Executive Summary
U.S. Treasury traders are steadily pricing in a stickier inflation problem than the Federal Reserve is signaling, with front‑ and long‑end yields grinding back toward their wartime peaks as the Iran conflict keeps oil above $100 a barrel. Market‑implied inflation expectations have broken higher, particularly at the 5‑year horizon, even as Fed funds futures still point to a steady policy rate into year‑end. That disconnect is widening the gap between a “wait‑and‑see” Fed and a bond market that is already voting on the inflation outlook—and setting up a potential clash over who blinks first.
Powell Holds, Market Moves
The Fed did exactly what markets expected at its latest meeting, holding the target range at 3.50%–3.75% and retaining a “wait‑and‑see” stance on future moves. The policy statement acknowledged that “inflation is elevated, in part reflecting the recent increase in global energy prices,” but offered no clear signal that a hike or cut is imminent.
At his press conference, Jerome Powell leaned hawkish on the inflation shock coming from the Iran conflict, warning that the latest war‑driven price surge “hasn’t even peaked yet.” He emphasized that the committee would “want to see the backside of that and progress on tariffs before we even thought about reducing rates,” adding that “if we need to hike, we will; we will certainly signal that—but not now.”
For now, though, the Fed’s reaction function remains anchored in patience, leaving the market to adjust around it.
Yields Push Back Toward Wartime Highs
Treasury yields are grinding higher across the curve.
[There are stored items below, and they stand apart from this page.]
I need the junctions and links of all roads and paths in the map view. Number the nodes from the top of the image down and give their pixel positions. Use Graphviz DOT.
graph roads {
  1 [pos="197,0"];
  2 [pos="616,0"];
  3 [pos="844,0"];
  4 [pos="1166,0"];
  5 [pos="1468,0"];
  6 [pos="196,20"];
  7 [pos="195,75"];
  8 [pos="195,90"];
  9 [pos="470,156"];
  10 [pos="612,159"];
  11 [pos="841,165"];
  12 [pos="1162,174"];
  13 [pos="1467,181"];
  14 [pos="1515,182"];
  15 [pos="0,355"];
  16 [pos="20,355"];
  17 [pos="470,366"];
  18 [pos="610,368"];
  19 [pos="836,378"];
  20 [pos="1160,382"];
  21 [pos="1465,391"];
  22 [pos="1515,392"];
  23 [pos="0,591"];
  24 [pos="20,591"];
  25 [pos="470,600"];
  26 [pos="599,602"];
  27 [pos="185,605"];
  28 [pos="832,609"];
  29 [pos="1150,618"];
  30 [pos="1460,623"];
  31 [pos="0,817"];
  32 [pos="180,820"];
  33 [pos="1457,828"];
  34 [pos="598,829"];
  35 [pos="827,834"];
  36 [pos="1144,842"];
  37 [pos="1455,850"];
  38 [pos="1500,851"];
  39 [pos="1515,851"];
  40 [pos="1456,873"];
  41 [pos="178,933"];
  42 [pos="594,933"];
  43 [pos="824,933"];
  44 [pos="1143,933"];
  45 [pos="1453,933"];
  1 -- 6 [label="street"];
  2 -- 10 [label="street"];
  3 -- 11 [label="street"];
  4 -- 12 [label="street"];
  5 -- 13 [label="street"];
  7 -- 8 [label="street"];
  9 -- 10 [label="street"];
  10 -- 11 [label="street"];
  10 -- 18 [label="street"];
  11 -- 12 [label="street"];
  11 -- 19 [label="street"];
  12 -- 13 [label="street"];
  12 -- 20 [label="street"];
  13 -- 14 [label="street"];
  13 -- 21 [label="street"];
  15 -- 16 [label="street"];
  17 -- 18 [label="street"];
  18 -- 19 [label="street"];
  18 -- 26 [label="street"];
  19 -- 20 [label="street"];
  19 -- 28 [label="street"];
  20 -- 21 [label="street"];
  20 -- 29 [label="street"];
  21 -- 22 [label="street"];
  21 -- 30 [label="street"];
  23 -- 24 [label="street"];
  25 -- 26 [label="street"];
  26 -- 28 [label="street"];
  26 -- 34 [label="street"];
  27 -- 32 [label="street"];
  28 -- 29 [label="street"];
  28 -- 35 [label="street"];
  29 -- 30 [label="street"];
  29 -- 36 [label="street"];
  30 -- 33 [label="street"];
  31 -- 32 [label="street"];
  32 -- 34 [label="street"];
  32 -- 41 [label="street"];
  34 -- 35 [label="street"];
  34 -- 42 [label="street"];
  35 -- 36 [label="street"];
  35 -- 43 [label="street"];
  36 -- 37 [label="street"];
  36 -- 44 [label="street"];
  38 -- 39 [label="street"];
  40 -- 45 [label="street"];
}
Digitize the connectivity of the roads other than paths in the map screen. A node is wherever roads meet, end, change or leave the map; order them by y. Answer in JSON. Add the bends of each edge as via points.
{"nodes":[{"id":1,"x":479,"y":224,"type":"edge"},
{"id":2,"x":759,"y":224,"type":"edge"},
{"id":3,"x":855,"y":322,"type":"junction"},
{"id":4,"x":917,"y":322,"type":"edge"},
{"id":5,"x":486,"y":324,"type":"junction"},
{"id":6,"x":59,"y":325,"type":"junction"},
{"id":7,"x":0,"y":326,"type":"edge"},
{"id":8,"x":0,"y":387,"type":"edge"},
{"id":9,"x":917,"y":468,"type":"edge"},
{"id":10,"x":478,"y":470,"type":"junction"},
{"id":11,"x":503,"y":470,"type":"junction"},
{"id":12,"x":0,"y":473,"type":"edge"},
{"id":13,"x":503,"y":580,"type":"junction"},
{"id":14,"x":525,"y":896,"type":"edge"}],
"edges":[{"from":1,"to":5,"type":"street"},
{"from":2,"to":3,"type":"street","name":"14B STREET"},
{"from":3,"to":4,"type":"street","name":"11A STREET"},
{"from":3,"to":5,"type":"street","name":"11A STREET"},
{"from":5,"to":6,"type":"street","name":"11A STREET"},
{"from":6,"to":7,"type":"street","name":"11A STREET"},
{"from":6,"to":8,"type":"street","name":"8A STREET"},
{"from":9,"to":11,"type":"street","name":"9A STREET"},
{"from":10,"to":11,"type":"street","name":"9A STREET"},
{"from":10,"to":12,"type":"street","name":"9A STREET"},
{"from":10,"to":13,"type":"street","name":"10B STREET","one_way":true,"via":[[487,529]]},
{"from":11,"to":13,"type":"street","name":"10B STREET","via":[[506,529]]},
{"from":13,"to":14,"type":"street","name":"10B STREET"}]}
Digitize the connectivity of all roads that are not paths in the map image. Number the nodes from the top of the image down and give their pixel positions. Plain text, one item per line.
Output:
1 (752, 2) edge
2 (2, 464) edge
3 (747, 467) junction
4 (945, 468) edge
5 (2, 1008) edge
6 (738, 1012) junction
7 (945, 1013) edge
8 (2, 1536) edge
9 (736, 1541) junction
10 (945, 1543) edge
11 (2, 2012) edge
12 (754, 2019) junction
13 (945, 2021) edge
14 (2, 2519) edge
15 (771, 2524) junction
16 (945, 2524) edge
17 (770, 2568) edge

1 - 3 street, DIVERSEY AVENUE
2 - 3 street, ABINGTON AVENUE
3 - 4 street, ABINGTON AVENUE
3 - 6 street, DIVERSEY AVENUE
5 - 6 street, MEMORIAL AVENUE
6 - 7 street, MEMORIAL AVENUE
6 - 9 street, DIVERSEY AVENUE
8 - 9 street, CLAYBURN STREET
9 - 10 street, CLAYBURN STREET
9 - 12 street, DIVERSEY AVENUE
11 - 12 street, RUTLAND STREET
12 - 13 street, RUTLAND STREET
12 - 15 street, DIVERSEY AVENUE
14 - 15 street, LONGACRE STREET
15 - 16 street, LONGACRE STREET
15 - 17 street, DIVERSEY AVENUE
The 2-year yield has climbed to just under 3.97%, approaching its wartime peak and signaling that markets are embedding a prolonged restrictive policy stance with a non-trivial risk of further tightening.
The 10-year yield has followed, rising to 4.34%, keeping the curve relatively flat but shifting the entire term structure higher. The move reflects a classic bear flattening dynamic, where front-end yields rise on policy uncertainty while the long end reprices inflation and term premium risk.
At the same time, breakeven inflation has been rising faster at the front end than long-term expectations, signaling near-term inflation fear without a full de-anchoring of long-run credibility. The 5‑year implied inflation rate has risen to about 2.67%, a new high since the Iran war began and comfortably above the Fed’s 2% target. That pushes real yields lower at the margin but underscores that investors see the current shock as more than a one‑month headline blip.
Carry in the Belly
This looks like an environment to lean into carry in the belly, not heroic duration bets. With the 2-year yield just under 4% and the 10-year yield flirting with the mid‑4% area, intermediate Treasurys (roughly 2–7 years) offer attractive yield without the full term‑premium and volatility risk embedded in the long bond.
A modest 2s–10s steepener still makes sense as a core expression of the Fed‑vs‑ market disconnect: the front end remains tightly tethered to a stubbornly high policy rate, while the long end is free to reprice inflation and fiscal risk if the oil shock persists.
Inflation‑linked exposure also deserves a tactical role. With 5‑year breakevens around the high‑2s and the shock clearly energy‑driven, a small allocation to TIPS in the 5‑ to 10‑year sector can hedge the risk that “temporary” turns into “sticky,” especially if the Iran stalemate drags on and bleeds further into expectations. That hedge can be funded by trimming some nominal long‑end duration, which is now doing less work as a diversifier in a world where term premia are rebuilding.
Finally, this is not a great spot to hide entirely in cash. If the Fed ultimately blinks and cuts into softening data, front‑end yields can move lower quickly, leaving investors locked into reinvestment risk just as intermediate duration starts to pay.
Oil, CPI and Futures: Who’s Right?
The bond market’s shift is anchored in the energy complex. West Texas Intermediate has traded well above $100 and remains near its wartime peak, after already helping push March consumer inflation higher. If current prices hold, April CPI is likely to show another energy‑driven bump, keeping pressure on breakevens and on the Fed’s credibility.
Yet Fed funds futures still indicate a central bank on hold through yearend. Implied probabilities show a low bar for near‑term hikes and only modest odds of cuts, effectively pricing a prolonged plateau in the 3.50%–3.75% range. That leaves a growing mismatch: a Fed that insists it can wait for clearer data, and a Treasury market that is already repricing term premia and inflation risk. Only one camp will be right about the persistence of this oil shock.
The hinge remains the Iran conflict. If Washington and Tehran both signal they can wait each other out, the risk is that elevated energy prices bleed deeper into inflation expectations. If the stalemate drags on, the clock on inflation—and on the Fed’s room to sit tight—keeps ticking.